BEFORE STARTING ANY EXERCISE REGIMEN, CONSULT YOUR DOCTOR FIRST. YOU MAY HAVE A HEALTH CONDITION THAT CAN CAUSE CERTAIN TYPES OF PHYSICAL ACTIVITY TO BE DANGEROUS SO ALWAYS CONSULT YOUR CLINICIAN BEFORE CHANGING DIET OR EXERCISE REGIMENS.
Back exercises for at home
Strong back muscles are also important for good posture, a strong core, and a reduced chance of back pain. When back and abdominal muscles are not in balance, this can also cause back and shoulder complaints due to overload. Therefore, we cannot repeat often enough how important it is to build up as a novice athlete and not progress too quickly. Overloading muscles or improperly performing movements only causes more problems. The below back exercises for home are easy to do in the living room or bedroom.
A suspension trainer is required for this exercise.

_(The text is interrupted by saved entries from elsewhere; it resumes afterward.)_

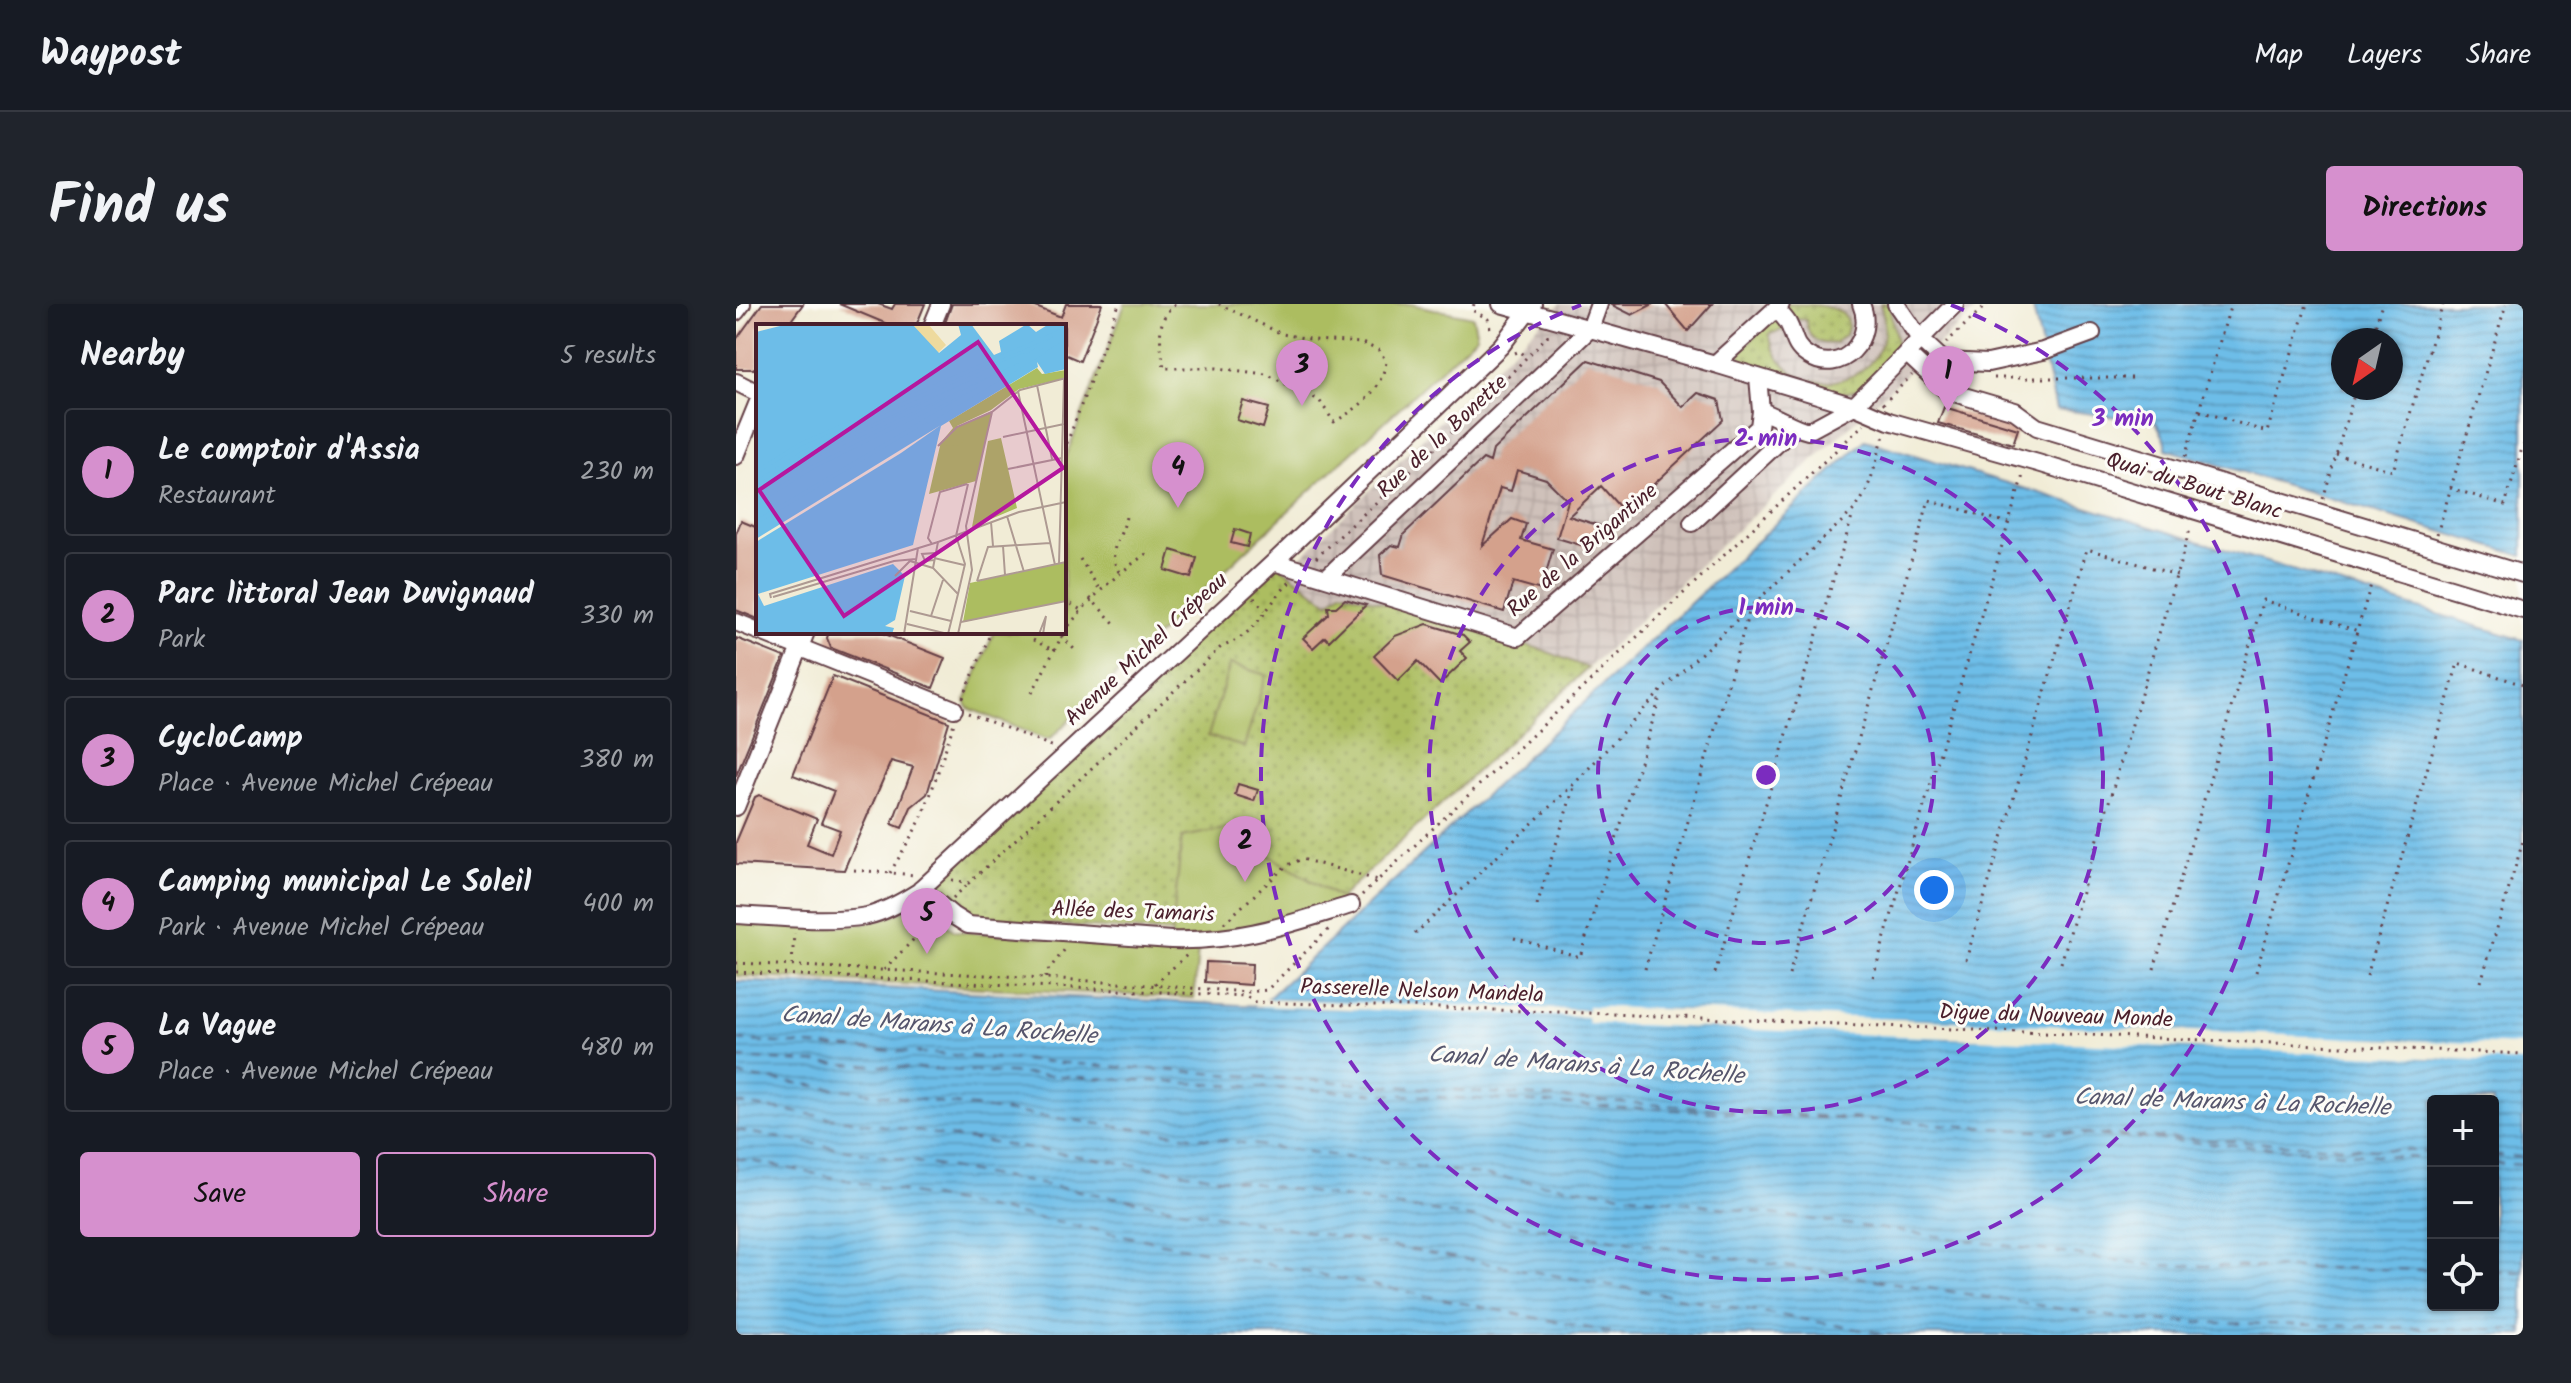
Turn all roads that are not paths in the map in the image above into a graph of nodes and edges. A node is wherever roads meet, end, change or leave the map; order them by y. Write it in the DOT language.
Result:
graph roads {
  1 [pos="742,304"];
  2 [pos="941,304"];
  3 [pos="1501,304"];
  4 [pos="1599,304"];
  5 [pos="1861,304"];
  6 [pos="1896,304"];
  7 [pos="1955,304"];
  8 [pos="1778,306"];
  9 [pos="1531,308"];
  10 [pos="736,312"];
  11 [pos="933,324"];
  12 [pos="1590,329"];
  13 [pos="2092,333"];
  14 [pos="1920,339"];
  15 [pos="1906,353"];
  16 [pos="1715,364"];
  17 [pos="1758,377"];
  18 [pos="736,382"];
  19 [pos="756,392"];
  20 [pos="1854,406"];
  21 [pos="756,407"];
  22 [pos="1761,411"];
  23 [pos="1794,428"];
  24 [pos="736,456"];
  25 [pos="1692,523"];
  26 [pos="1274,562"];
  27 [pos="2523,574"];
  28 [pos="1326,578"];
  29 [pos="2523,610"];
  30 [pos="736,622"];
  31 [pos="756,631"];
  32 [pos="770,634"];
  33 [pos="803,640"];
  34 [pos="956,709"];
  35 [pos="736,807"];
  36 [pos="921,889"];
  37 [pos="1351,905"];
  38 [pos="736,915"];
  1 -- 10 [label="street"];
  2 -- 11 [label="street"];
  3 -- 9 [label="street, Quai du Bout Blanc"];
  4 -- 12 [label="street"];
  5 -- 8 [label="street"];
  6 -- 14 [label="street"];
  7 -- 14 [label="street"];
  8 -- 16 [label="street"];
  9 -- 12 [label="street, Quai du Bout Blanc"];
  9 -- 26 [label="street, Avenue Michel Crépeau"];
  12 -- 16 [label="street, Quai du Bout Blanc"];
  12 -- 28 [label="street, Rue de la Bonette"];
  13 -- 14 [label="street"];
  14 -- 15 [label="street"];
  15 -- 20 [label="street"];
  15 -- 27 [label="street, Quai du Bout Blanc"];
  16 -- 17 [label="street, Quai du Bout Blanc"];
  17 -- 20 [label="street, Quai du Bout Blanc"];
  17 -- 22 [label="street"];
  18 -- 19 [label="street"];
  20 -- 23 [label="street"];
  20 -- 29 [label="street, Quai du Bout Blanc"];
  21 -- 24 [label="street"];
  22 -- 23 [label="street"];
  22 -- 28 [label="street, Rue de la Brigantine"];
  23 -- 25 [label="street"];
  26 -- 28 [label="street, Rue de la Brigantine"];
  26 -- 36 [label="street, Avenue Michel Crépeau"];
  30 -- 31 [label="street"];
  32 -- 33 [label="street"];
  33 -- 34 [label="street"];
  33 -- 35 [label="street"];
  36 -- 37 [label="street, Allée des Tamaris"];
  36 -- 38 [label="street, Avenue Michel Crépeau"];
}
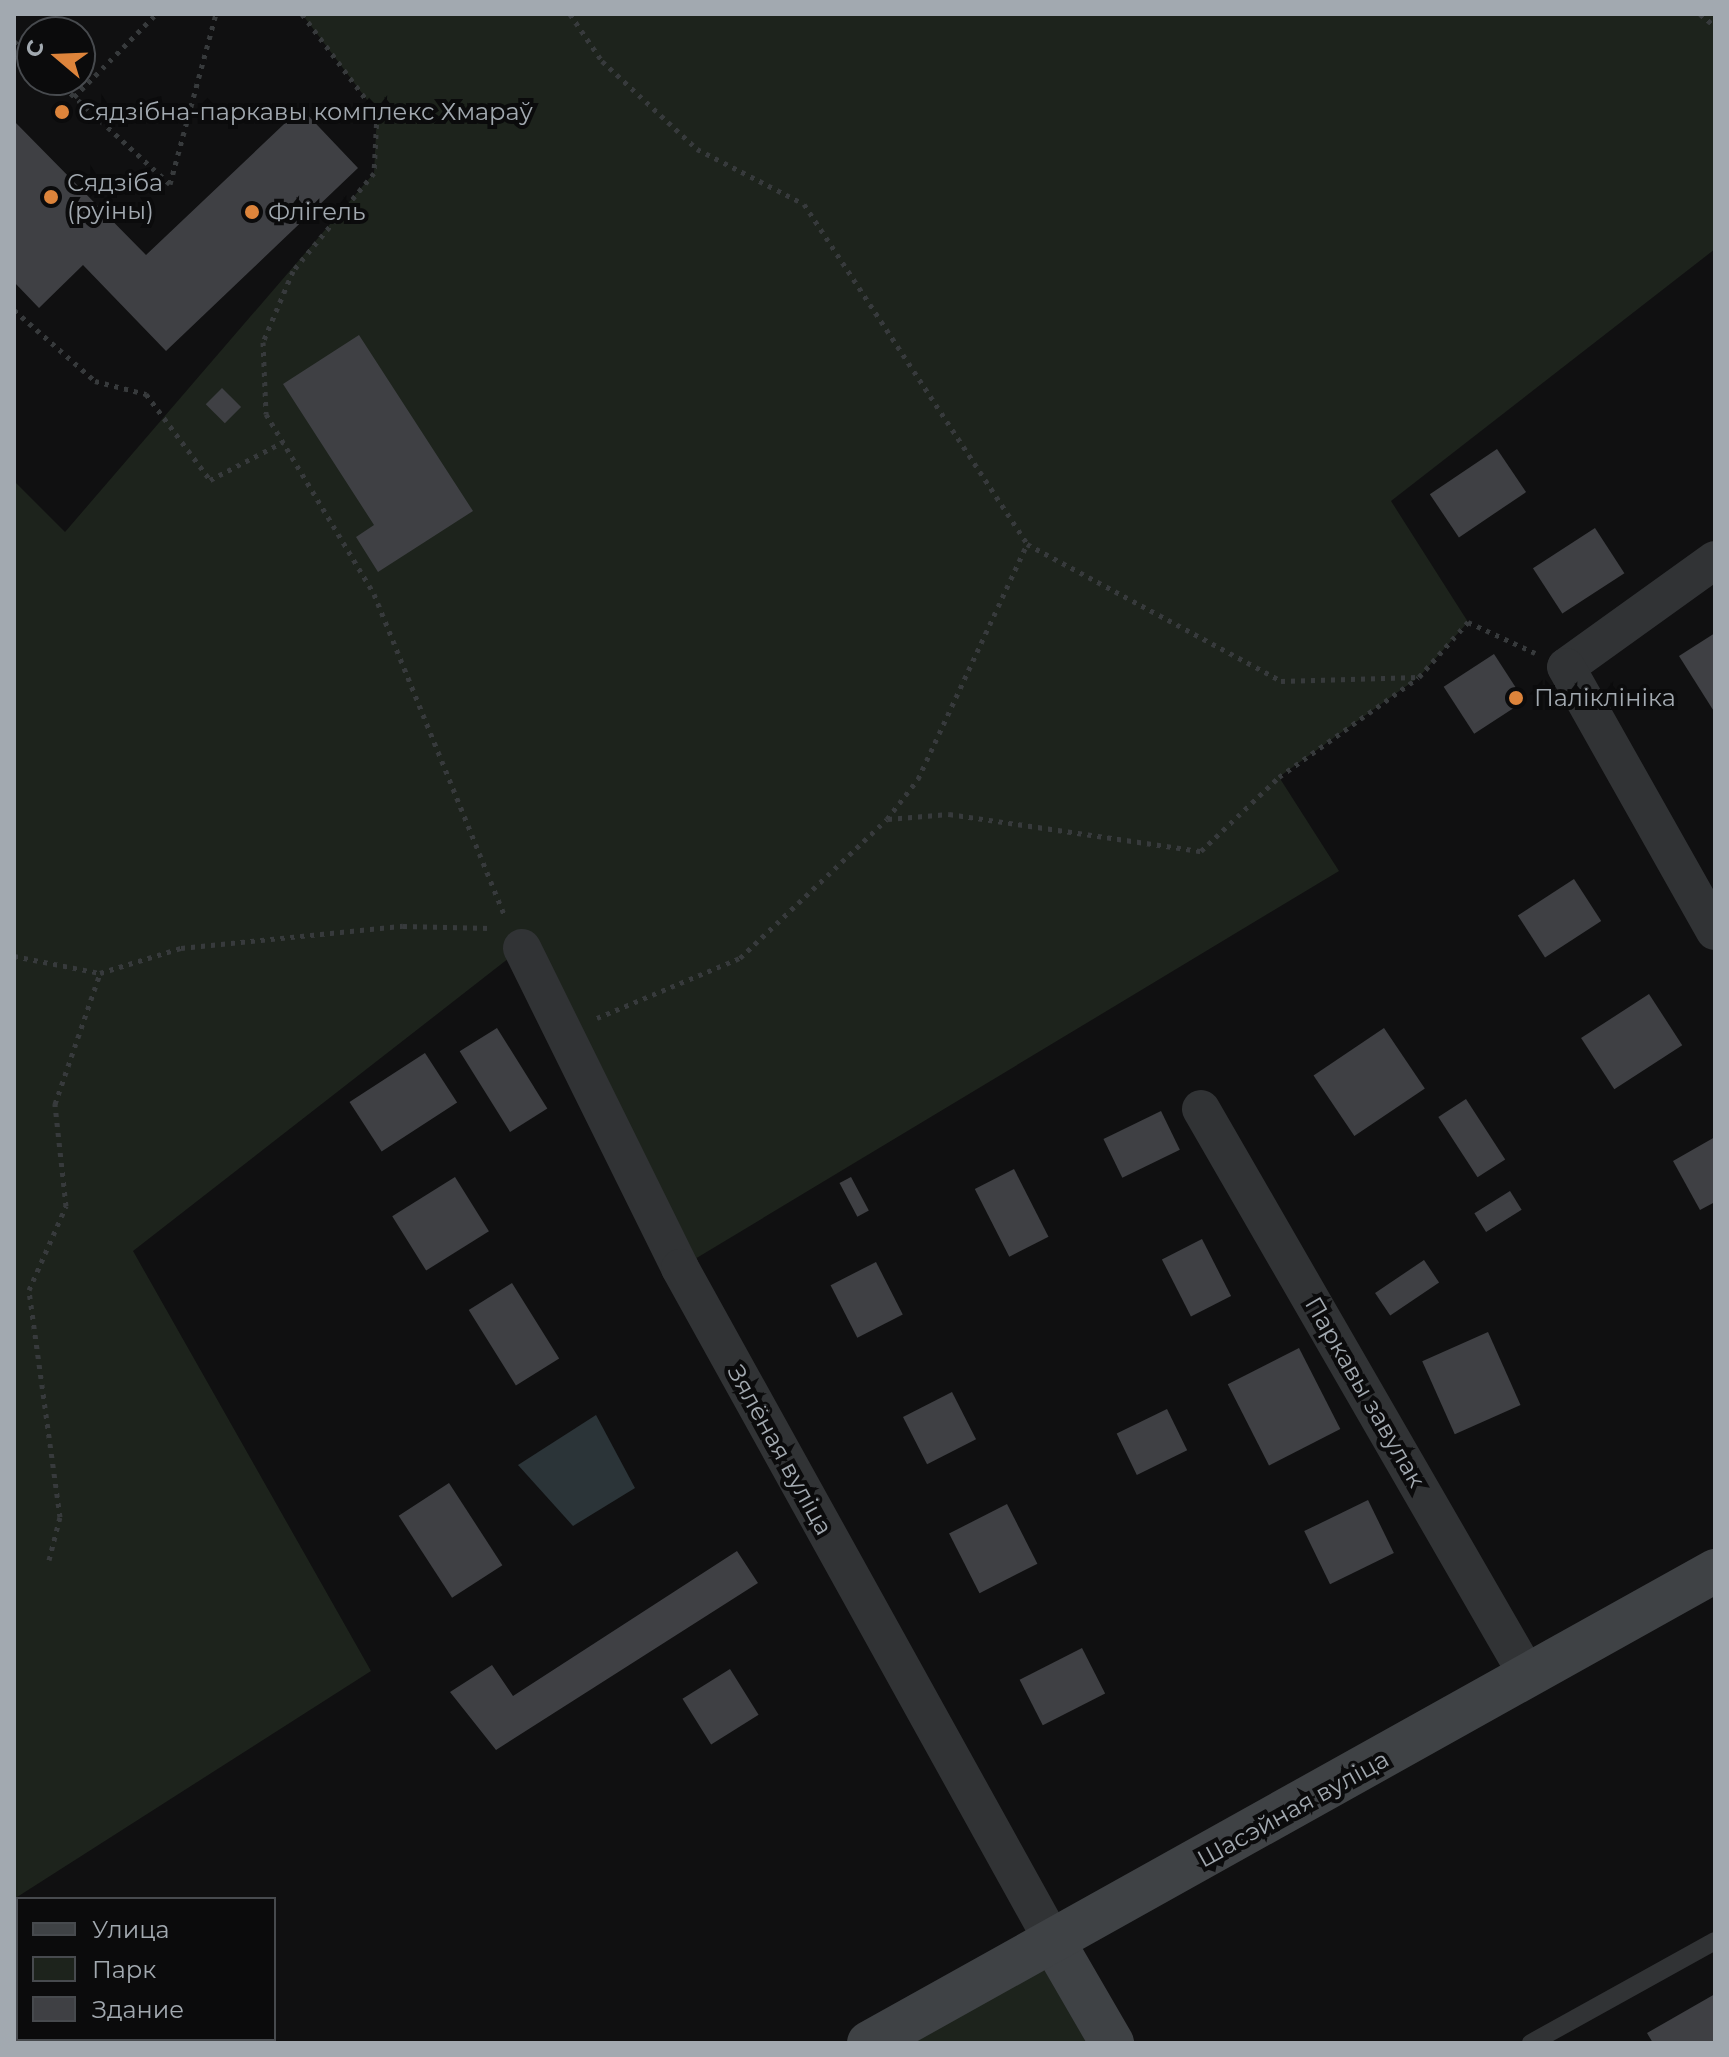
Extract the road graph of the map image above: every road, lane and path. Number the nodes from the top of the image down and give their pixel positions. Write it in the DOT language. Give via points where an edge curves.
graph roads {
  1 [pos="156,14"];
  2 [pos="216,14"];
  3 [pos="302,14"];
  4 [pos="570,14"];
  5 [pos="1700,14"];
  6 [pos="1715,26"];
  7 [pos="74,97"];
  8 [pos="14,310"];
  9 [pos="283,442"];
  10 [pos="1027,544"];
  11 [pos="1715,560"];
  12 [pos="1566,667"];
  13 [pos="1419,677"];
  14 [pos="887,819"];
  15 [pos="1715,931"];
  16 [pos="515,938"];
  17 [pos="14,956"];
  18 [pos="100,973"];
  19 [pos="563,1032"];
  20 [pos="1201,1109"];
  21 [pos="49,1560"];
  22 [pos="1715,1571"];
  23 [pos="1528,1676"];
  24 [pos="1715,1941"];
  25 [pos="1054,1943"];
  26 [pos="869,2043"];
  27 [pos="1112,2043"];
  28 [pos="1531,2043"];
  1 -- 7 [label="path"];
  2 -- 7 [label="path" via="170,184"];
  3 -- 9 [label="path" via="377,114 374,173 293,271 263,342 266,414"];
  4 -- 10 [label="path" via="602,61 697,149 804,204"];
  5 -- 6 [label="path"];
  8 -- 9 [label="path" via="95,381 146,394 210,480"];
  9 -- 16 [label="path" via="374,594"];
  10 -- 13 [label="path" via="1281,681"];
  10 -- 14 [label="path" via="918,779"];
  11 -- 12 [label="street"];
  12 -- 13 [label="path" via="1468,622"];
  12 -- 15 [label="street"];
  13 -- 14 [label="path" via="1279,777 1201,851 949,814"];
  14 -- 19 [label="path" via="740,958"];
  16 -- 18 [label="path" via="403,926 181,948"];
  16 -- 19 [label="street, Зялёная вуліца"];
  17 -- 18 [label="path"];
  18 -- 21 [label="path" via="55,1104 66,1206 29,1290 60,1517"];
  19 -- 25 [label="street, Зялёная вуліца" via="680,1268"];
  20 -- 23 [label="street, Паркавы завулак"];
  22 -- 23 [label="main road, Шасэйная вуліца"];
  23 -- 25 [label="main road, Шасэйная вуліца"];
  24 -- 28 [label="lane"];
  25 -- 26 [label="main road, Шасэйная вуліца"];
  25 -- 27 [label="main road"];
}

Start with your face towards the anchor and grab the handles with your palms towards each other. Stand close to the door so that you can hang back with outstretched arms. By keeping your back straight and in line with your legs throughout the exercise, you ensure that you only tackle the functional and active muscles. When you hang back you start the exercise by pulling your chest up towards your hands and bring your shoulder blades together. Hold it for a few seconds and then return to the starting position.
Depending on your strength and experience you start with 10-20 reps per set. Keep 45 seconds between sets and start with 3 sets. First, make sure that you have the movement well under control before you start to increase the repetitions and sets.
There are many yoga poses, here is one example. Begin the exercise on your knees and both hands on the abdominal wheel. Sit on your feet, leaning slightly forward and with an active and straight back. Then roll slowly and as far as possible with the Ab Wheel forward. Maintain a straight back during the entire exercise. Now you slowly roll back to the starting position. Start with 5-10 repetitions per set and watch the position of your back. Start with 3 sets and pause 45 seconds between sets.
Certainly, because this exercise requires a lot of your coordination and balance, it is important that you only scale the repetitions and sets when you have enough power to execute the exercise correctly.
Kettlebell shelf row
Put the kettlebell in front of you and start, in a plank position, with your right shoulder above the kettlebell. Grab the handle of the kettlebell with your right hand and lift the weight to your chest. At the same time, rotate the air with your right shoulder and place the right shoulder in line with your left hand and shoulder. Pay attention to the posture of your back and tighten your abdominal muscles. Start with 5 repetitions per side, take 45 seconds pause and perform 3 sets.
A conclusion to the training plan with fitness exercises for the home –
As you have noticed, a gym membership is absolutely not required for a well-trained, toned body. Many exercises can be performed without proper equipment and only with your own bodyweight (saying: Bodyweight Training) at home.
It is only important that you do your training regularly. In the gym and at home, the ultimate thing is: dedication! Your body and your health will thank you.
*The author of this blog is not a medical professional and this article does not contain professional medical advice. This blog is not intended to substitute for medical advice, treatment, or diagnosis. Always seek the advice of your physician or other qualified health provider with any questions you may have regarding a medical condition. Never disregard professional medical advice or delay in seeking it because of the contents of this article. If you think you may have a medical emergency, call 911 immediately.